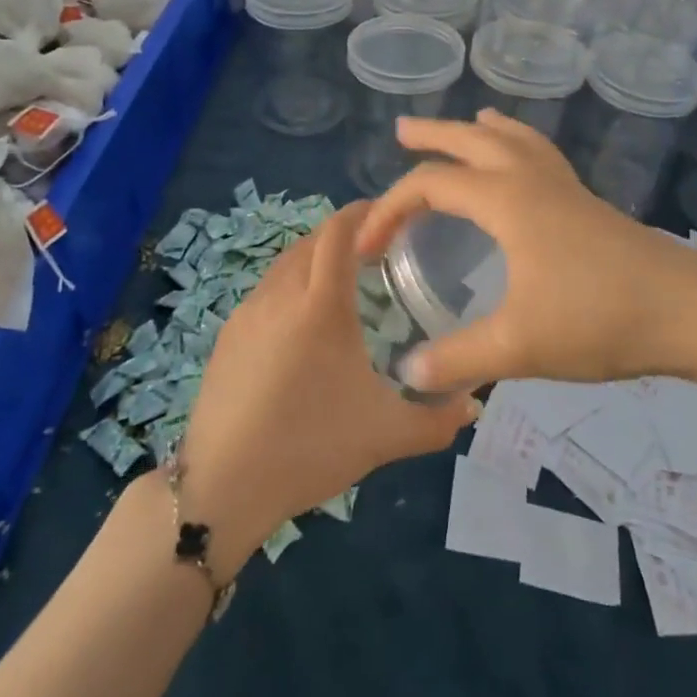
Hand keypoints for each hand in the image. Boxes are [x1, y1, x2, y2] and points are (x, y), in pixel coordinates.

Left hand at [180, 201, 475, 576]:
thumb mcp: (385, 436)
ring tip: (339, 279)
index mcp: (321, 304)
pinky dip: (288, 284)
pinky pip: (264, 291)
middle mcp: (281, 294)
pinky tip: (300, 322)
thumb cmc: (310, 448)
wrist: (223, 486)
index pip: (338, 231)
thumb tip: (473, 406)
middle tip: (373, 248)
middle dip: (340, 233)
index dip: (361, 211)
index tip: (386, 211)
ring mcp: (247, 313)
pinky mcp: (227, 335)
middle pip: (311, 241)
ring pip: (284, 264)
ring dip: (312, 257)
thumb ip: (437, 420)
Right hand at [356, 111, 696, 393]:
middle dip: (433, 135)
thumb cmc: (600, 318)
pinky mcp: (588, 203)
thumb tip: (406, 373)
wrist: (691, 311)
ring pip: (515, 140)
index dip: (390, 210)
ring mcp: (565, 188)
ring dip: (482, 131)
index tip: (366, 248)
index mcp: (507, 201)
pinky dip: (520, 145)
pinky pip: (541, 155)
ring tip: (470, 123)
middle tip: (402, 130)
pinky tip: (526, 164)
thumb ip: (459, 358)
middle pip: (472, 142)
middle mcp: (531, 180)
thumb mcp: (520, 345)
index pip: (432, 186)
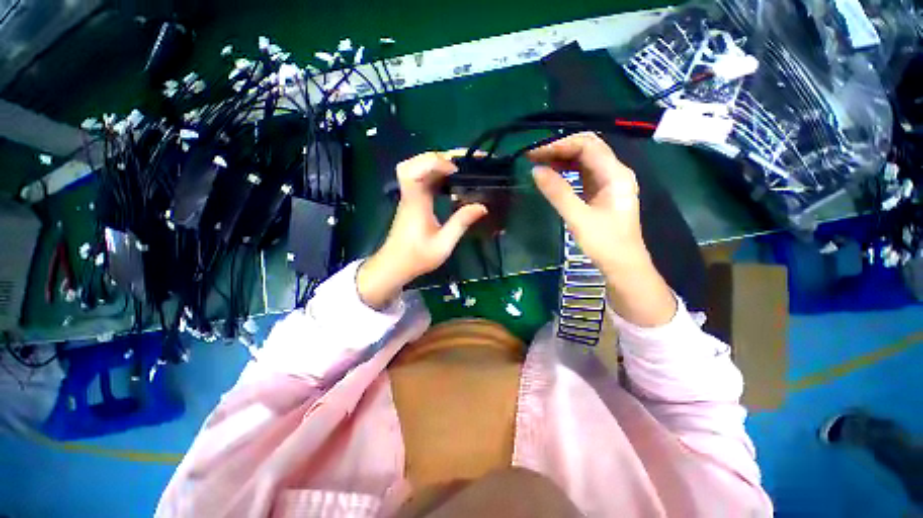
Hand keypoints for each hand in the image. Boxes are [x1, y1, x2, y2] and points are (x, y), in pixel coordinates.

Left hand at [357, 151, 487, 309]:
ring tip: (460, 169)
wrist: (395, 265)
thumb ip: (461, 223)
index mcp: (415, 204)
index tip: (455, 170)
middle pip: (414, 163)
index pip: (412, 172)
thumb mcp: (443, 244)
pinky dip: (436, 174)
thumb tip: (482, 206)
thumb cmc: (417, 257)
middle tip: (461, 163)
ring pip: (417, 168)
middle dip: (438, 157)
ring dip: (437, 164)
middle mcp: (410, 195)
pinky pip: (422, 179)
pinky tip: (451, 181)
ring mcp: (410, 196)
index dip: (432, 163)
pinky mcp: (413, 200)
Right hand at [529, 133, 675, 326]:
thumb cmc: (605, 243)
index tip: (534, 153)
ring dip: (562, 157)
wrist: (623, 265)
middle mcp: (614, 172)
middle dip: (559, 148)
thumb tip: (535, 170)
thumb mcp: (578, 218)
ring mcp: (609, 182)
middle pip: (587, 148)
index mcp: (615, 174)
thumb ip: (558, 192)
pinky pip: (583, 173)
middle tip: (533, 156)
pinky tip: (553, 173)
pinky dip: (567, 170)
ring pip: (584, 160)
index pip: (587, 145)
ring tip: (538, 162)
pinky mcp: (601, 192)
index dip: (560, 144)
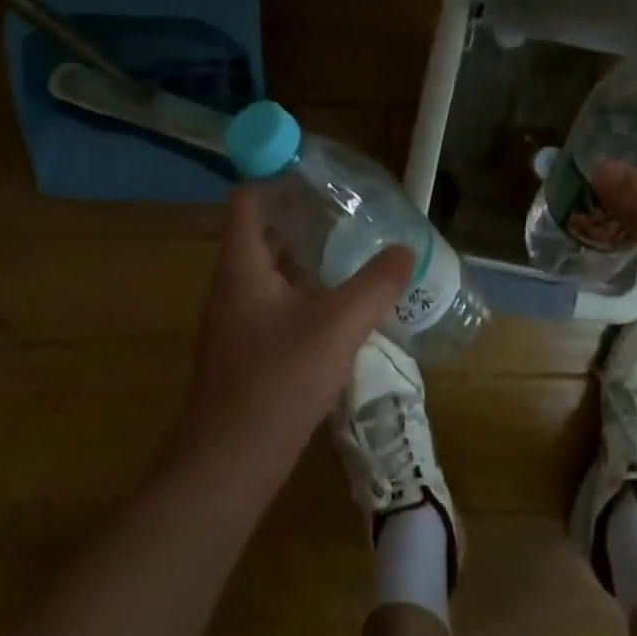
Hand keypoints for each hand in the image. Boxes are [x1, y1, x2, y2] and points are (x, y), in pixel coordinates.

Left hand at [168, 186, 413, 484]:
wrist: (231, 461)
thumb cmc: (278, 380)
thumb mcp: (338, 325)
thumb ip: (375, 284)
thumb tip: (404, 250)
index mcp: (242, 266)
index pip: (249, 199)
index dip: (278, 178)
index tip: (320, 174)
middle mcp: (233, 285)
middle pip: (263, 233)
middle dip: (304, 218)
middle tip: (351, 211)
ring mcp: (237, 320)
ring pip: (272, 271)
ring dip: (308, 257)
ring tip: (354, 250)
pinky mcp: (248, 349)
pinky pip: (277, 303)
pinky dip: (306, 292)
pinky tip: (342, 305)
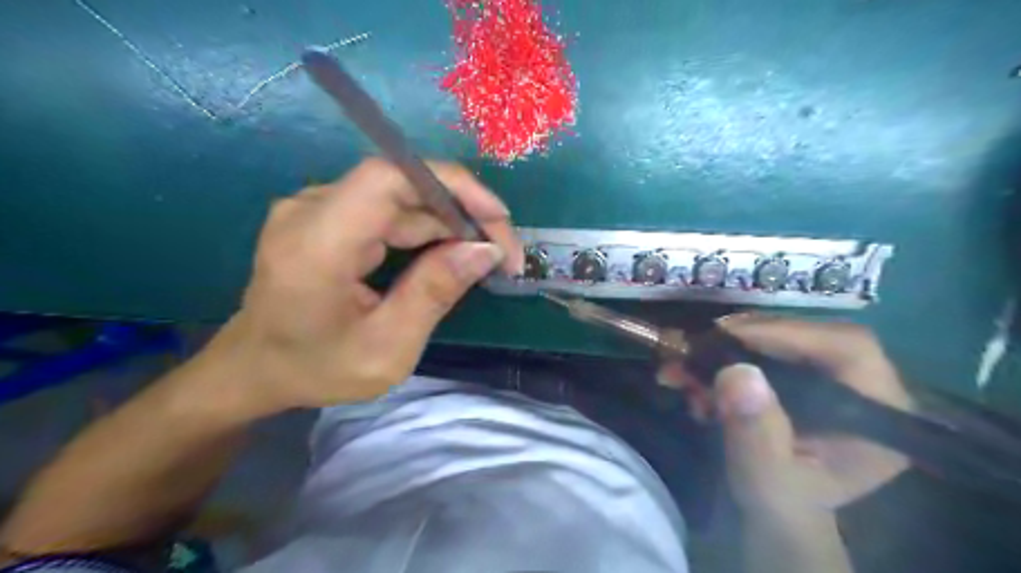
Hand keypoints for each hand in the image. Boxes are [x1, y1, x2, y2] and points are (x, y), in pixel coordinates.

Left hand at [196, 160, 520, 412]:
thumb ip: (434, 293)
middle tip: (502, 254)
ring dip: (448, 224)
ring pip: (401, 199)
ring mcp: (316, 208)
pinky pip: (388, 211)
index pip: (388, 178)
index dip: (451, 184)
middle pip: (403, 186)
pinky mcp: (327, 216)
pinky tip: (449, 254)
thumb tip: (485, 249)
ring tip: (484, 258)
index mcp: (317, 244)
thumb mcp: (386, 350)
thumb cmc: (315, 368)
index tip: (497, 218)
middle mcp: (311, 209)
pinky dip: (426, 229)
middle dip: (463, 213)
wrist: (254, 369)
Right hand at [663, 316, 918, 517]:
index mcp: (877, 415)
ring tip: (683, 369)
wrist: (775, 515)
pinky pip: (762, 351)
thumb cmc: (781, 507)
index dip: (789, 332)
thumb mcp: (766, 482)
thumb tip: (737, 372)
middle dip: (745, 339)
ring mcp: (829, 379)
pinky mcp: (801, 377)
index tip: (730, 337)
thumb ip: (756, 435)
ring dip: (725, 349)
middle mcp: (861, 387)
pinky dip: (722, 359)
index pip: (848, 347)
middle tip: (696, 346)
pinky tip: (693, 380)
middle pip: (808, 335)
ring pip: (779, 339)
════════════════
Exactly as they appear above, write out all the entries, but not the images.

Hand keypoints for each hand in the image. Boxes are [x1, y1, x2, y2] and points are (x, y), in pixel coordinates.

Left hand at [180, 201, 475, 576]:
thumb mcp: (385, 436)
ring tip: (339, 279)
index mcp: (321, 304)
pinky dip: (288, 284)
pinky pip: (264, 291)
middle mcp: (281, 294)
pinky tip: (300, 322)
thumb cmc: (310, 448)
wrist: (223, 486)
index pip: (338, 231)
thumb tip: (473, 406)
middle tip: (373, 248)
middle dip: (340, 233)
index dip: (361, 211)
index tip: (386, 211)
ring mcp: (247, 313)
pinky mcp: (227, 335)
middle pip: (311, 241)
ring pip: (284, 264)
ring dip: (312, 257)
thumb ip: (437, 420)
Right hand at [356, 111, 696, 393]:
middle dip: (433, 135)
thumb cmc: (600, 318)
pinky mcp: (588, 203)
thumb tip: (406, 373)
wrist: (691, 311)
ring pip: (515, 140)
index dip: (390, 210)
ring mcp: (565, 188)
ring dip: (482, 131)
index tip: (366, 248)
index mcp: (507, 201)
pinky dip: (520, 145)
pinky pip: (541, 155)
ring tip: (470, 123)
middle tip: (402, 130)
pinky tip: (526, 164)
thumb ip: (459, 358)
middle pip: (472, 142)
middle mcp: (531, 180)
thumb mcp: (520, 345)
index pip: (432, 186)
Hand keypoints for each hand in the image. Boxes are [x1, y1, x2, y2] and points are (x, y), in pixel coordinates.

Left hand at [357, 151, 487, 309]:
ring tip: (460, 169)
wrist: (395, 265)
thumb ip: (461, 223)
index mcp: (415, 204)
index tip: (455, 170)
middle pip: (414, 163)
index pip: (412, 172)
thumb mcp: (443, 244)
pinky dip: (436, 174)
thumb tip: (482, 206)
thumb cmc: (417, 257)
middle tip: (461, 163)
ring pip: (417, 168)
middle dip: (438, 157)
ring dip: (437, 164)
middle mcp: (410, 195)
pinky pip: (422, 179)
pinky tip: (451, 181)
ring mcp: (410, 196)
index dip: (432, 163)
pinky mcp: (413, 200)
Right hand at [529, 133, 675, 326]:
thumb cmc: (605, 243)
index tip: (534, 153)
ring dip: (562, 157)
wrist: (623, 265)
middle mcp: (614, 172)
middle dip: (559, 148)
thumb tip: (535, 170)
thumb mcp: (578, 218)
ring mcp: (609, 182)
middle pip: (587, 148)
index mcp: (615, 174)
thumb ip: (558, 192)
pinky pip: (583, 173)
middle tip: (533, 156)
pinky tip: (553, 173)
pinky dip: (567, 170)
ring pip: (584, 160)
index pip: (587, 145)
ring tip: (538, 162)
pinky mcp: (601, 192)
index dip: (560, 144)
Hand keypoints for each hand in the image. Boxes are [x1, y1, x2, y2] and points are (x, y), in pixel coordinates.

Left hand at [168, 186, 413, 484]:
wrist: (231, 461)
thumb cmc: (278, 380)
thumb mcp: (338, 325)
thumb ip: (375, 284)
thumb tip: (404, 250)
index mcp: (242, 266)
index pip: (249, 199)
index dip: (278, 178)
index tip: (320, 174)
middle mcp: (233, 285)
middle pip: (263, 233)
middle dip: (304, 218)
middle tip: (351, 211)
ring mcp: (237, 320)
ring pip: (272, 271)
ring dip: (308, 257)
ring tip: (354, 250)
pinky mcp: (248, 349)
pinky pip: (277, 303)
pinky dip: (306, 292)
pinky tip: (342, 305)
Hand keypoints for each hand in the image. Boxes are [x1, y1, x2, y2] and points are (x, y), in pixel coordinates.

Left hand at [196, 160, 520, 412]:
thumb ip: (434, 293)
middle tip: (502, 254)
ring dip: (448, 224)
ring pip: (401, 199)
ring mcp: (316, 208)
pinky pip: (388, 211)
index pip: (388, 178)
index dip: (451, 184)
middle pip: (403, 186)
pinky mcp: (327, 216)
pinky tip: (449, 254)
thumb tip: (485, 249)
ring tip: (484, 258)
index mcp: (317, 244)
thumb mcp: (386, 350)
thumb cmc: (315, 368)
index tip: (497, 218)
middle mcp: (311, 209)
pinky dip: (426, 229)
middle dip: (463, 213)
wrist: (254, 369)
Right hand at [663, 316, 918, 517]:
index mcp: (877, 415)
ring tip: (683, 369)
wrist: (775, 515)
pinky pip: (762, 351)
thumb cmc: (781, 507)
index dip: (789, 332)
thumb mcp: (766, 482)
thumb tip: (737, 372)
middle dip: (745, 339)
ring mcp: (829, 379)
pinky mcp: (801, 377)
index tip: (730, 337)
thumb ip: (756, 435)
ring dip: (725, 349)
middle mcp: (861, 387)
pinky dip: (722, 359)
index pip: (848, 347)
middle tip: (696, 346)
pinky tip: (693, 380)
middle pip: (808, 335)
ring pip: (779, 339)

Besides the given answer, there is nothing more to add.